Artwork by Katherine Harriott

Chicago, Illinois - Woman Made Gallery is pleased to announce the opening of 'Cultural Memory: Transdiasporic Art Practices,' a group show with art in a variety of media by 23 women, and solo shows by Pritika Chowdhry and Crisanta de Guzman. The Artisan Gallery continues with its current 'Materiality' group exhibition.

Please join us at the artist reception on Friday, September 4 from 6 to 9 p.m., at 685 N. Milwaukee Avenue in Chicago. Works will be on display through Saturday, October 10, 2009.

In addition to group and solo exhibitions, Woman Made presents a poetry reading, 'Writing the Transdiasporic Experience' on Sunday, October 4, from 2 to 4 p.m. The event is hosted by WMG's Poetry Event Coordinator Nina Corwin.

Regular Gallery hours are Wednesday, Thursday and Friday from 12 to 7 p.m., and Saturday and Sunday from 12 to 4 p.m.

Cultural Memory: Transdiasporic Art Practices

Artwork by Anda Dubinskis

Juried by artist Pritika Chowdhry, this exhibit includes works of artists from diverse locations and heritages, whose creations embody individual acts of memorialization and remembrance.

The artists in this show have each taken on subject matters that are difficult and perhaps even controversial, but their artistic practices show a critical engagement with their specific material and a commitment to building bridges across cultural and national barriers through the visual arts.
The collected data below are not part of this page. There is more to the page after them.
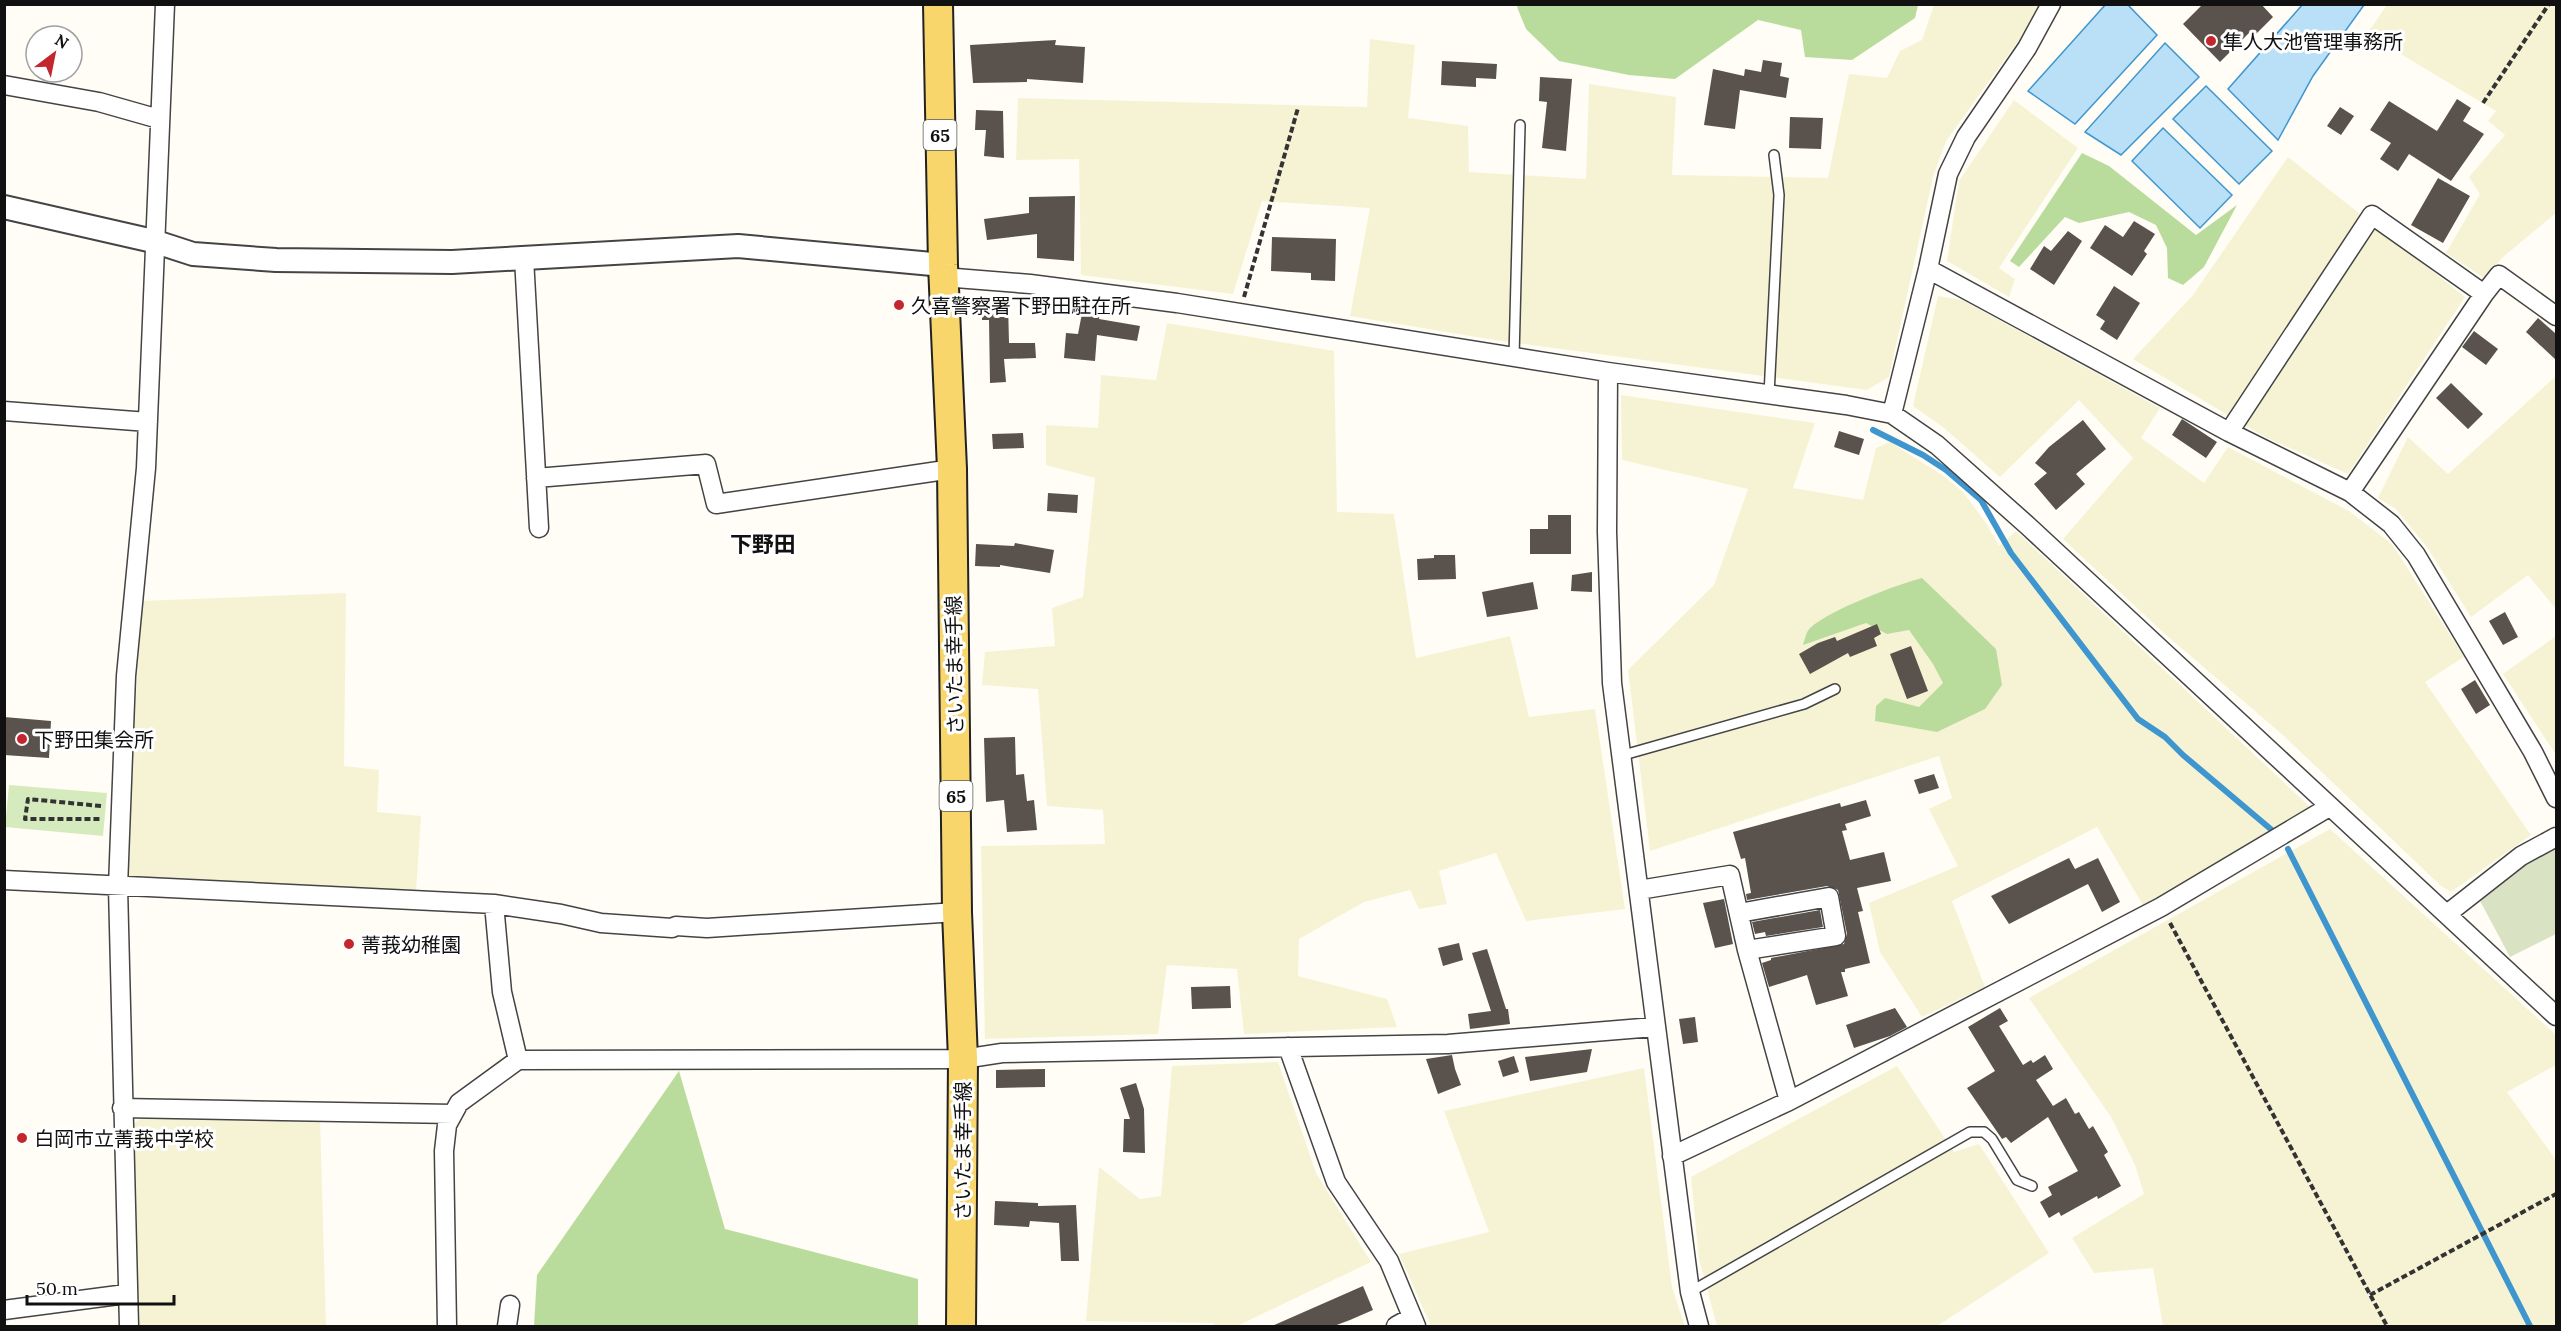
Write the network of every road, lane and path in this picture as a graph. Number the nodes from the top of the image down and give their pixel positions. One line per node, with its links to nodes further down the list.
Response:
1 (165, 4): 8 (street)
2 (938, 4): 15 (main road, さいたま幸手線 / 65)
3 (2051, 4): 14 (street)
4 (2549, 4): 6 (path)
5 (4, 85): 8 (street)
6 (2483, 103)
7 (1298, 108): 17 (path)
8 (159, 118): 12 (street)
9 (1520, 125): 19 (lane)
10 (1774, 155): 21 (lane)
11 (4, 207): 12 (street)
12 (153, 241): 13 (street); 24 (street)
13 (524, 258): 15 (street); 27 (street)
14 (1928, 268): 23 (street); 25 (street)
15 (943, 271): 17 (street); 26 (main road, さいたま幸手線 / 65)
16 (2484, 294): 18 (street); 25 (street); 28 (street)
17 (1240, 312): 19 (street)
18 (2556, 316)
19 (1514, 357): 20 (street)
20 (1608, 372): 21 (street); 31 (street)
21 (1769, 394): 23 (street)
22 (4, 411): 24 (street)
23 (1892, 414): 34 (street)
24 (148, 422): 38 (street)
25 (2229, 432): 28 (street)
26 (952, 469): 27 (street); 42 (main road, さいたま幸手線 / 65)
27 (536, 478): 29 (street)
28 (2350, 492): 32 (street)
29 (539, 528)
30 (1835, 689): 31 (lane)
31 (1620, 756): 39 (street)
32 (2556, 798)
33 (101, 806): 35 (path)
34 (2329, 807): 41 (street); 44 (street)
35 (101, 819)
36 (2556, 837): 44 (street)
37 (4, 879): 38 (street)
38 (118, 887): 40 (street); 52 (street)
39 (1639, 890): 43 (street); 47 (street)
40 (494, 904): 42 (street); 50 (street)
41 (2161, 907): 51 (street); 59 (path)
42 (957, 912): 49 (main road, さいたま幸手線 / 65)
43 (1738, 913): 45 (street); 45 (street)
44 (2447, 914): 46 (street)
45 (1747, 950): 51 (street)
46 (2556, 1016)
47 (1654, 1027): 48 (street); 54 (street)
48 (1288, 1047): 49 (street); 62 (street)
49 (963, 1059): 50 (street); 66 (main road, さいたま幸手線 / 65)
50 (518, 1060): 53 (street)
51 (1789, 1101): 54 (street)
52 (122, 1108): 53 (street); 58 (street)
53 (453, 1114): 64 (street)
54 (1672, 1156): 57 (street)
55 (2032, 1186): 57 (lane)
56 (2556, 1194): 59 (path)
57 (1690, 1292): 68 (street)
58 (126, 1294): 61 (street); 63 (street)
59 (2370, 1295): 69 (path)
60 (510, 1305): 65 (street)
61 (4, 1310)
62 (1414, 1322): 67 (street)
63 (129, 1326)
64 (447, 1326)
65 (507, 1326)
66 (961, 1326)
67 (1396, 1326)
68 (1699, 1326)
69 (2387, 1326)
The works reveal a broad range of engagements with memory - some are about collective memories of large-scale traumas, some are about familial or generational memories, and others are about individual memories. These acts of remembrance reference and create connections between the geopolitics of India, Korea, Latvia, Sri Lanka, Germany, America, Pakistan, Iran, Japan, and Trinidad, among others.

Juror Pritika Chowdhry was born and raised in India. She moved to the U.S. in 1999, worked as a computer engineer for several years, and then returned to school to earn her MFA in Ceramics and Sculpture from the University of Wisconsin, Madison.

Chowdhry has founded the Partition Memorial Project, which exists as temporary art exhibits as well as a digital archive, www.partitionmemorialproject.org. She is the recipient of a Vilas International Travel Fellowship, an Edith and Sinaiko Frank Fellowship for a Woman in the Arts, a Wisconsin Arts Board grant, a City of Madison project grant, and a Dane County Commission grant. Chowdhry's works are in the "Erasing Borders 2009" traveling exhibit organized by the Indo-American Arts Council, and will be shown at the Queens Museum in New York City, the Elizabeth Foundation for the Arts project space in NYC, the Visual Arts Center of New Jersey, the Dowd Fine Arts Gallery in SUNY-Cortland, and the Gallery at Penn College, Pennsylvania. Chowdry's solo show, "Remembering the Crooked Line," will be on exhibit concurrently.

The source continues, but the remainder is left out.